Net financial result increased by €1.9 million to a gain of €4.7 million for the three months ended March 31, 2025 from a gain of €2.8 million for the three months ended March 31, 2024. This increase is mainly attributable to the fair value revaluation of pre-funded warrants issued in February 2025 in the amount of €6.1 million, as well as to a decrease of the foreign exchange result by €3.7 million due to the weakening of the U.S. dollar and a decrease of interest income on marketable securities (due to lower investments in 2025) by €0.4 million, in each case, compared to the three months ended March 31, 2024.

Net loss

We incurred a net loss of €8.3 million, or €0.13 per ordinary share, in the first quarter of 2025, compared to €9.7 million, or €0.17 per ordinary share, in 2024.

Liquidity and capital resources

As of March 31, 2025, our total funds available amounted to approximately €65.7 million, comprised of €47.3 million of cash and cash equivalents and €18.4 million of marketable securities.

Net cash used in operating activities

Net cash used in operating activities decreased to €14.0 million in the three months ended March 31, 2025, from €14.9 million in the three months ended March 31, 2024.

Net cash from financing activities

Net cash from financing activities increased by €27.1 million in the three months ended March 31, 2025, to €27.0 million, compared to the three months ended March 31, 2024, due to a public offering of ordinary shares and pre-funded warrants in February 2025.

Additional financial information

Additional information regarding these results and other relevant information is included in the notes to the financial statements in“Item 18. Financial Statements”, which are included in InflaRx's most recent annual report on Form 20-F as filed on March 20, 2025 with the U.S. Securities and Exchange Commission.

InflaRx N.V. and subsidiaries
Unaudited condensed consolidated statements of operations and comprehensive loss for the three months ended March 31, 2025 and 2024

InflaRx N.V. and subsidiaries
Unaudited condensed consolidated statements of financial position as of March 31, 2025 and December 31, 2024

InflaRx N.V. and subsidiaries
Unaudited condensed consolidated statements of changes in shareholders' equity for the three months ended March 31, 2025 and 2024

InflaRx N.V. and subsidiaries
Unaudited condensed consolidated statements of cash flows for the three months ended March 31, 2025 and 2024

About GOHIBIC (vilobelimab)

In the EU, GOHIBIC (vilobelimab) has been granted marketing authorization under exceptional circumstances for the treatment of adult patients with SARS-CoV-2-induced ARDS who are receiving systemic corticosteroids as part of standard of care and receiving IMV (with or without ECMO).
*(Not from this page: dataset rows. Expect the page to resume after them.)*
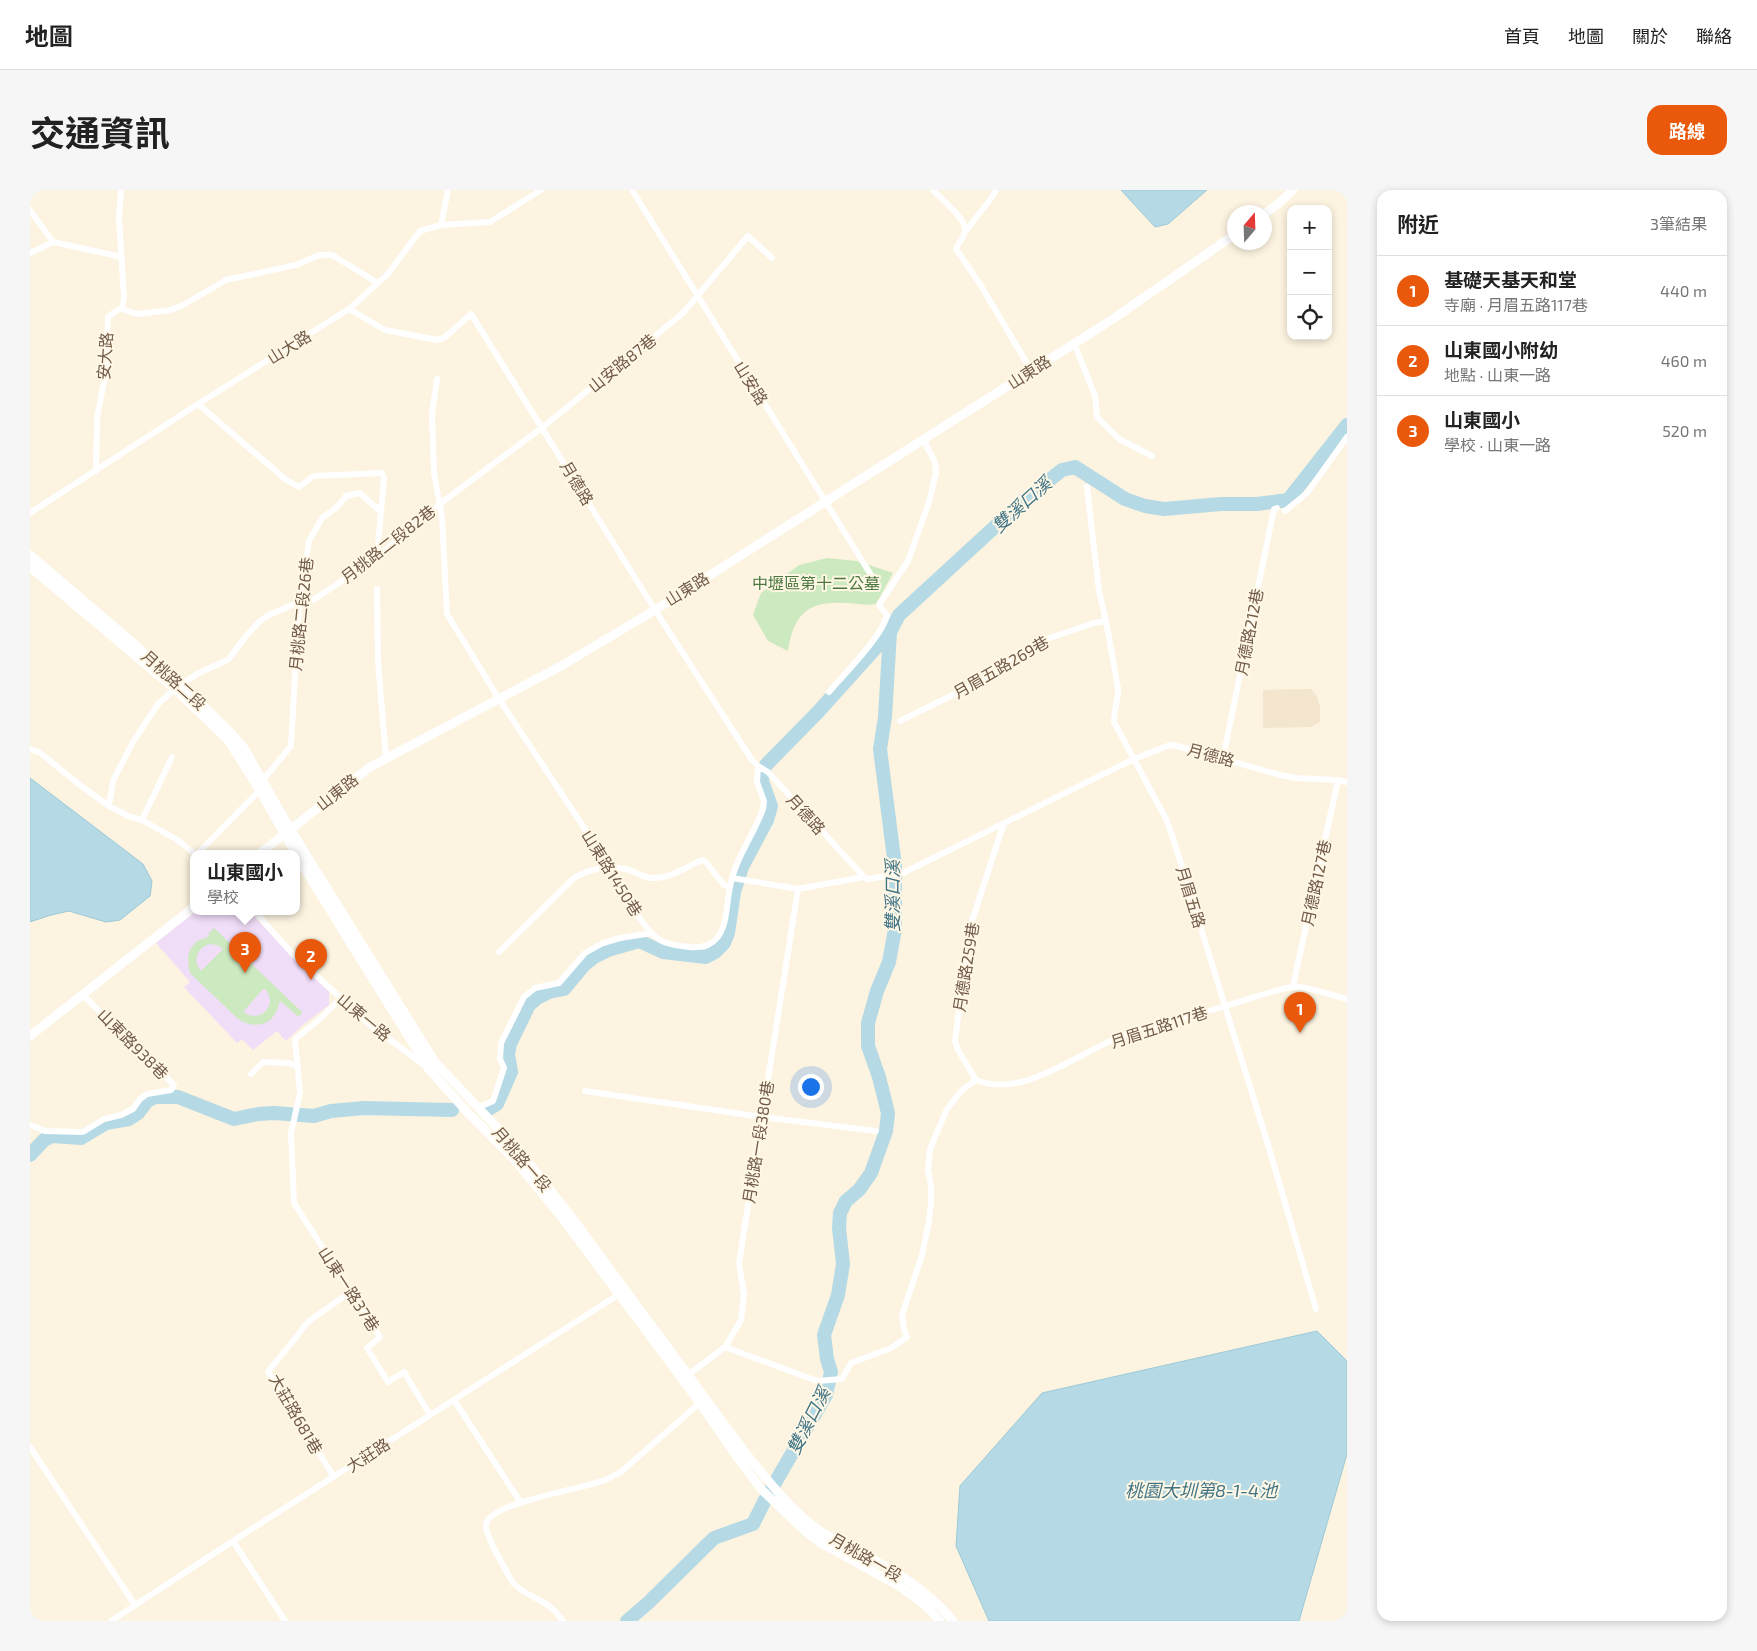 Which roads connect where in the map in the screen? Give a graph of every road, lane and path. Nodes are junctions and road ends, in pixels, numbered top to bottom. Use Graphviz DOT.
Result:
graph roads {
  1 [pos="121,190"];
  2 [pos="448,190"];
  3 [pos="541,190"];
  4 [pos="632,190"];
  5 [pos="933,190"];
  6 [pos="996,190"];
  7 [pos="1293,190"];
  8 [pos="1272,208"];
  9 [pos="30,210"];
  10 [pos="441,225"];
  11 [pos="965,232"];
  12 [pos="1227,240"];
  13 [pos="53,242"];
  14 [pos="30,253"];
  15 [pos="122,257"];
  16 [pos="772,258"];
  17 [pos="378,283"];
  18 [pos="697,295"];
  19 [pos="122,309"];
  20 [pos="349,309"];
  21 [pos="1074,343"];
  22 [pos="1031,370"];
  23 [pos="437,379"];
  24 [pos="198,404"];
  25 [pos="543,428"];
  26 [pos="1347,438"];
  27 [pos="923,439"];
  28 [pos="1152,456"];
  29 [pos="96,471"];
  30 [pos="1087,487"];
  31 [pos="825,502"];
  32 [pos="440,503"];
  33 [pos="1277,508"];
  34 [pos="1285,511"];
  35 [pos="381,512"];
  36 [pos="30,513"];
  37 [pos="30,555"];
  38 [pos="377,557"];
  39 [pos="30,567"];
  40 [pos="871,575"];
  41 [pos="377,589"];
  42 [pos="299,604"];
  43 [pos="655,610"];
  44 [pos="1106,621"];
  45 [pos="178,687"];
  46 [pos="829,692"];
  47 [pos="499,700"];
  48 [pos="900,721"];
  49 [pos="30,749"];
  50 [pos="172,757"];
  51 [pos="386,758"];
  52 [pos="1223,758"];
  53 [pos="1134,759"];
  54 [pos="758,766"];
  55 [pos="1338,780"];
  56 [pos="1347,782"];
  57 [pos="263,785"];
  58 [pos="109,806"];
  59 [pos="142,820"];
  60 [pos="1004,823"];
  61 [pos="287,832"];
  62 [pos="191,850"];
  63 [pos="200,850"];
  64 [pos="264,850"];
  65 [pos="294,850"];
  66 [pos="298,850"];
  67 [pos="300,853"];
  68 [pos="300,861"];
  69 [pos="610,867"];
  70 [pos="864,877"];
  71 [pos="732,878"];
  72 [pos="730,887"];
  73 [pos="798,890"];
  74 [pos="190,910"];
  75 [pos="258,915"];
  76 [pos="652,932"];
  77 [pos="499,952"];
  78 [pos="1293,986"];
  79 [pos="83,995"];
  80 [pos="341,998"];
  81 [pos="1347,999"];
  82 [pos="1225,1006"];
  83 [pos="30,1036"];
  84 [pos="432,1065"];
  85 [pos="298,1067"];
  86 [pos="251,1074"];
  87 [pos="976,1080"];
  88 [pos="585,1091"];
  89 [pos="477,1108"];
  90 [pos="762,1117"];
  91 [pos="30,1125"];
  92 [pos="876,1131"];
  93 [pos="566,1217"];
  94 [pos="350,1292"];
  95 [pos="622,1293"];
  96 [pos="1316,1309"];
  97 [pos="725,1347"];
  98 [pos="689,1374"];
  99 [pos="454,1400"];
  100 [pos="703,1400"];
  101 [pos="430,1415"];
  102 [pos="30,1447"];
  103 [pos="334,1478"];
  104 [pos="521,1503"];
  105 [pos="233,1541"];
  106 [pos="858,1552"];
  107 [pos="860,1566"];
  108 [pos="135,1605"];
  109 [pos="111,1621"];
  110 [pos="285,1621"];
  111 [pos="563,1621"];
  112 [pos="940,1621"];
  113 [pos="953,1621"];
  1 -- 15 [label="street, 安大路"];
  2 -- 10 [label="street"];
  3 -- 10 [label="street, 山大路"];
  4 -- 18 [label="street, 山安路"];
  5 -- 11 [label="street"];
  6 -- 11 [label="street"];
  7 -- 8 [label="street"];
  9 -- 13 [label="street"];
  10 -- 17 [label="street, 山大路"];
  11 -- 22 [label="street"];
  12 -- 21 [label="street, 山東路"];
  13 -- 14 [label="street"];
  13 -- 15 [label="street"];
  15 -- 19 [label="street, 安大路"];
  16 -- 18 [label="street, 山安路87巷"];
  17 -- 19 [label="street"];
  17 -- 20 [label="street, 山大路"];
  18 -- 25 [label="street, 山安路87巷"];
  18 -- 31 [label="street, 山安路"];
  19 -- 29 [label="street, 安大路"];
  20 -- 24 [label="street, 山大路"];
  20 -- 25 [label="street, 月德路"];
  21 -- 22 [label="street, 山東路"];
  21 -- 28 [label="street"];
  22 -- 27 [label="street, 山東路"];
  23 -- 32 [label="street, 山東路1450巷"];
  24 -- 29 [label="street, 山大路"];
  24 -- 35 [label="street"];
  25 -- 32 [label="street, 月桃路二段82巷"];
  25 -- 43 [label="street, 月德路"];
  26 -- 34 [label="street"];
  27 -- 31 [label="street, 山東路"];
  27 -- 46 [label="street"];
  29 -- 36 [label="street, 山大路"];
  30 -- 44 [label="street, 月眉五路"];
  31 -- 40 [label="street, 山安路"];
  31 -- 43 [label="street, 山東路"];
  32 -- 38 [label="street, 月桃路二段82巷"];
  32 -- 47 [label="street, 山東路1450巷"];
  33 -- 52 [label="street, 月德路212巷"];
  35 -- 38 [label="street"];
  35 -- 42 [label="street, 月桃路二段26巷"];
  37 -- 45 [label="street, 月桃路二段"];
  38 -- 42 [label="street, 月桃路二段82巷"];
  39 -- 45 [label="street, 月桃路二段"];
  41 -- 51 [label="street"];
  42 -- 45 [label="street, 月桃路二段82巷"];
  42 -- 57 [label="street, 月桃路二段26巷"];
  43 -- 47 [label="street, 山東路"];
  43 -- 54 [label="street, 月德路"];
  44 -- 48 [label="street, 月眉五路269巷"];
  44 -- 53 [label="street, 月眉五路"];
  45 -- 57 [label="street, 月桃路二段"];
  45 -- 58 [label="street, 月桃路二段82巷"];
  47 -- 51 [label="street, 山東路"];
  47 -- 69 [label="street, 山東路1450巷"];
  49 -- 58 [label="street"];
  50 -- 59 [label="street"];
  51 -- 61 [label="street, 山東路"];
  52 -- 53 [label="street, 月德路"];
  52 -- 55 [label="street, 月德路"];
  53 -- 60 [label="street, 月德路"];
  53 -- 82 [label="street, 月眉五路"];
  54 -- 70 [label="street, 月德路"];
  54 -- 71 [label="street, 山東路1450巷"];
  55 -- 56 [label="street, 月德路"];
  55 -- 78 [label="street, 月德路127巷"];
  57 -- 61 [label="street, 月桃路二段"];
  57 -- 63 [label="street, 月桃路二段26巷"];
  58 -- 59 [label="street"];
  59 -- 62 [label="street"];
  60 -- 70 [label="street, 月德路"];
  60 -- 87 [label="street, 月德路259巷"];
  61 -- 64 [label="street, 山東路"];
  61 -- 65 [label="street, 月桃路一段"];
  61 -- 66 [label="street, 月桃路一段"];
  67 -- 84 [label="street, 月桃路一段"];
  68 -- 84 [label="street, 月桃路一段"];
  69 -- 72 [label="street"];
  69 -- 76 [label="street, 山東路1450巷"];
  69 -- 77 [label="street"];
  70 -- 73 [label="street"];
  71 -- 72 [label="street, 山東路1450巷"];
  71 -- 73 [label="street"];
  72 -- 76 [label="street, 山東路1450巷"];
  73 -- 90 [label="street, 月桃路一段380巷"];
  74 -- 79 [label="street"];
  75 -- 80 [label="street, 山東一路"];
  76 -- 89 [label="street"];
  78 -- 81 [label="street, 月眉五路117巷"];
  78 -- 82 [label="street, 月眉五路117巷"];
  79 -- 83 [label="street"];
  79 -- 91 [label="street, 山東路938巷"];
  80 -- 84 [label="street, 山東一路"];
  80 -- 85 [label="street"];
  82 -- 87 [label="street, 月眉五路117巷"];
  82 -- 96 [label="street, 月眉五路"];
  84 -- 89 [label="street, 月桃路一段"];
  84 -- 93 [label="street, 月桃路一段"];
  85 -- 86 [label="street"];
  85 -- 94 [label="street, 山東一路37巷"];
  87 -- 97 [label="street"];
  88 -- 90 [label="street"];
  89 -- 93 [label="street, 月桃路一段"];
  90 -- 92 [label="street"];
  90 -- 97 [label="street, 月桃路一段380巷"];
  93 -- 95 [label="street, 月桃路一段"];
  94 -- 101 [label="street, 山東一路37巷"];
  94 -- 103 [label="street, 大莊路681巷"];
  95 -- 98 [label="street, 月桃路一段"];
  95 -- 99 [label="street, 大莊路"];
  95 -- 100 [label="street, 月桃路一段"];
  97 -- 98 [label="street, 月桃路一段380巷"];
  98 -- 100 [label="street, 月桃路一段"];
  99 -- 101 [label="street, 大莊路"];
  99 -- 104 [label="street"];
  100 -- 104 [label="street"];
  100 -- 106 [label="street, 月桃路一段"];
  100 -- 107 [label="street, 月桃路一段"];
  101 -- 103 [label="street, 大莊路"];
  102 -- 108 [label="street"];
  103 -- 105 [label="street, 大莊路"];
  104 -- 111 [label="street"];
  105 -- 108 [label="street, 大莊路"];
  105 -- 110 [label="street"];
  106 -- 107 [label="street"];
  106 -- 113 [label="street, 月桃路一段"];
  107 -- 112 [label="street, 月桃路一段"];
  108 -- 109 [label="street, 大莊路"];
}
The EU approval of GOHIBIC (vilobelimab) is supported by the previously announced results of the multicenter Phase 3 PANAMO trial, one of the largest 1:1 randomized, double-blind, placebo-controlled trials in invasively mechanically ventilated COVID-19 patients in intensive care units. The results showed that vilobelimab treatment improved survival with a relative reduction in 28-day all-cause mortality of 23.9% compared to placebo in the global data set. The data was published in The Lancet Respiratory Medicine.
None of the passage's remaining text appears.